Exercise input Block Start

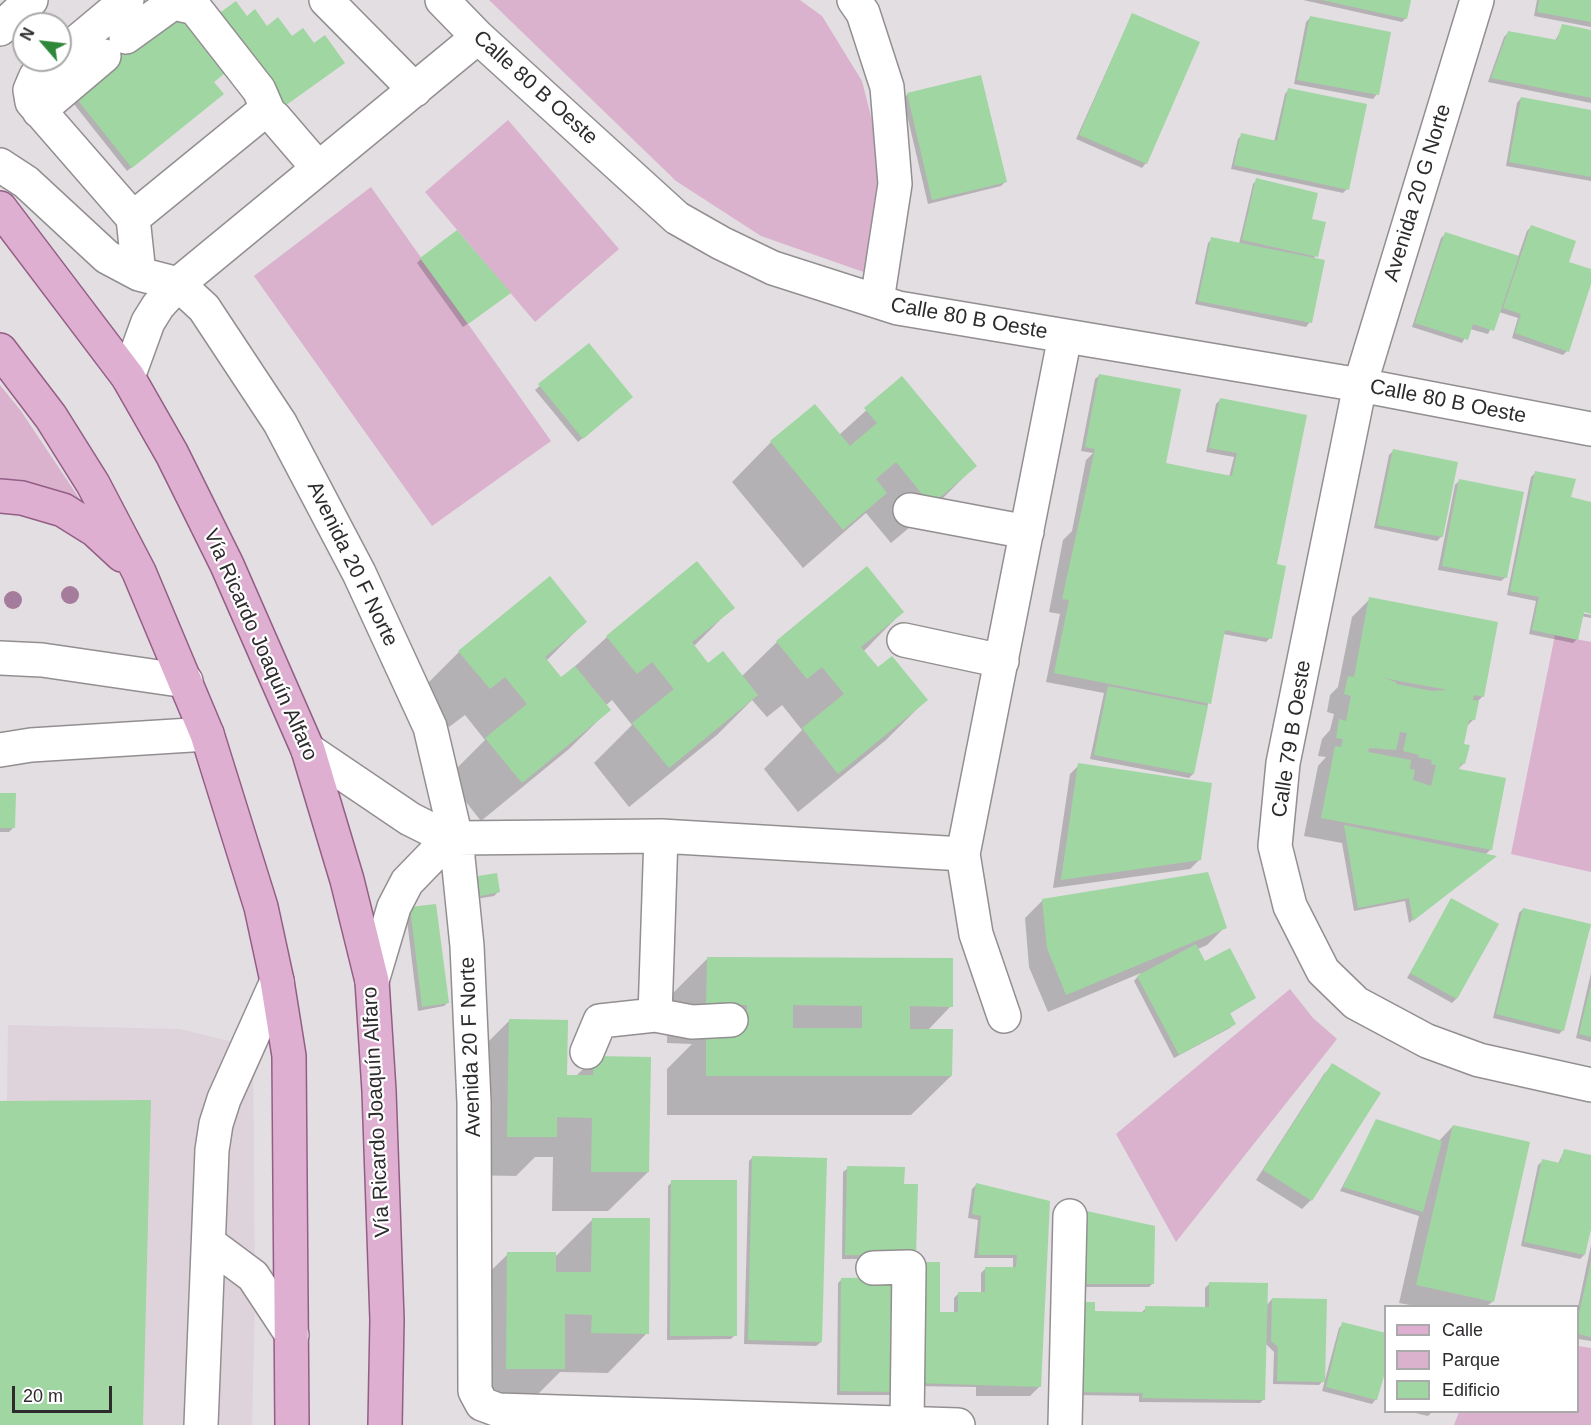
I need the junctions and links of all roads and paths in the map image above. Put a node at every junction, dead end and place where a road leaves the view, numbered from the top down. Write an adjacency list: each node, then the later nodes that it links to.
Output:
1 (127, 0): 7 (street)
2 (326, 0): 9 (street)
3 (442, 0): 6 (street, Calle 80 B Oeste)
4 (854, 0): 18 (street)
5 (1477, 0): 22 (street, Avenida 20 G Norte)
6 (478, 37): 9 (street); 18 (street, Calle 80 B Oeste)
7 (72, 46)
8 (41, 72): 10 (street)
9 (415, 90): 13 (street)
10 (39, 111): 11 (street); 15 (street)
11 (268, 113): 13 (street); 15 (street)
12 (0, 165): 16 (street, Avenida 20 F Norte)
13 (318, 168): 17 (street)
14 (0, 208): 21 (main road, Vía Ricardo Joaquín Alfaro)
15 (133, 218): 16 (street)
16 (139, 274): 17 (street, Avenida 20 F Norte)
17 (178, 284): 21 (street); 36 (street, Avenida 20 F Norte)
18 (877, 301): 19 (street, Calle 80 B Oeste)
19 (1065, 336): 22 (street, Calle 80 B Oeste); 26 (street)
20 (0, 350): 27 (main road)
21 (128, 377): 34 (main road, Vía Ricardo Joaquín Alfaro)
22 (1360, 385): 23 (street, Calle 80 B Oeste); 44 (street, Calle 79 B Oeste)
23 (1591, 429)
24 (0, 496): 27 (main road)
25 (910, 510): 26 (street)
26 (1027, 532): 30 (street)
27 (139, 572): 31 (main road)
28 (904, 640): 30 (street)
29 (0, 658): 31 (street)
30 (1002, 661): 37 (street)
31 (186, 681): 32 (main road)
32 (207, 734): 33 (street); 38 (main road)
33 (0, 750)
34 (308, 750): 36 (street); 39 (main road, Vía Ricardo Joaquín Alfaro)
35 (661, 836): 36 (street); 37 (street); 40 (street)
36 (456, 838): 39 (street); 49 (street, Avenida 20 F Norte)
37 (963, 854): 41 (street)
38 (278, 981): 46 (street); 48 (main road)
39 (372, 981): 52 (main road, Vía Ricardo Joaquín Alfaro)
40 (656, 1015): 42 (street); 43 (street)
41 (1004, 1016)
42 (731, 1020)
43 (587, 1052)
44 (1591, 1085)
45 (1070, 1216): 54 (street)
46 (210, 1244): 48 (street); 50 (street)
47 (873, 1268): 49 (street)
48 (292, 1335): 51 (main road)
49 (908, 1424): 53 (street, Avenida 20 F Norte)
50 (201, 1425)
51 (292, 1425)
52 (385, 1425)
53 (958, 1425)
54 (1065, 1425)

Exercise input Block End

▶ **The problem**
From the first line to the last, output the records exactly without pictures.

▶ **Exercise output**
I need the junctions and links of all roads and paths in the map image above. Put a node at every junction, dead end and place where a road leaves the view, numbered from the top down. Write an adjacency list: each node, then the later nodes that it links to.
Output:
1 (127, 0): 7 (street)
2 (326, 0): 9 (street)
3 (442, 0): 6 (street, Calle 80 B Oeste)
4 (854, 0): 18 (street)
5 (1477, 0): 22 (street, Avenida 20 G Norte)
6 (478, 37): 9 (street); 18 (street, Calle 80 B Oeste)
7 (72, 46)
8 (41, 72): 10 (street)
9 (415, 90): 13 (street)
10 (39, 111): 11 (street); 15 (street)
11 (268, 113): 13 (street); 15 (street)
12 (0, 165): 16 (street, Avenida 20 F Norte)
13 (318, 168): 17 (street)
14 (0, 208): 21 (main road, Vía Ricardo Joaquín Alfaro)
15 (133, 218): 16 (street)
16 (139, 274): 17 (street, Avenida 20 F Norte)
17 (178, 284): 21 (street); 36 (street, Avenida 20 F Norte)
18 (877, 301): 19 (street, Calle 80 B Oeste)
19 (1065, 336): 22 (street, Calle 80 B Oeste); 26 (street)
20 (0, 350): 27 (main road)
21 (128, 377): 34 (main road, Vía Ricardo Joaquín Alfaro)
22 (1360, 385): 23 (street, Calle 80 B Oeste); 44 (street, Calle 79 B Oeste)
23 (1591, 429)
24 (0, 496): 27 (main road)
25 (910, 510): 26 (street)
26 (1027, 532): 30 (street)
27 (139, 572): 31 (main road)
28 (904, 640): 30 (street)
29 (0, 658): 31 (street)
30 (1002, 661): 37 (street)
31 (186, 681): 32 (main road)
32 (207, 734): 33 (street); 38 (main road)
33 (0, 750)
34 (308, 750): 36 (street); 39 (main road, Vía Ricardo Joaquín Alfaro)
35 (661, 836): 36 (street); 37 (street); 40 (street)
36 (456, 838): 39 (street); 49 (street, Avenida 20 F Norte)
37 (963, 854): 41 (street)
38 (278, 981): 46 (street); 48 (main road)
39 (372, 981): 52 (main road, Vía Ricardo Joaquín Alfaro)
40 (656, 1015): 42 (street); 43 (street)
41 (1004, 1016)
42 (731, 1020)
43 (587, 1052)
44 (1591, 1085)
45 (1070, 1216): 54 (street)
46 (210, 1244): 48 (street); 50 (street)
47 (873, 1268): 49 (street)
48 (292, 1335): 51 (main road)
49 (908, 1424): 53 (street, Avenida 20 F Norte)
50 (201, 1425)
51 (292, 1425)
52 (385, 1425)
53 (958, 1425)
54 (1065, 1425)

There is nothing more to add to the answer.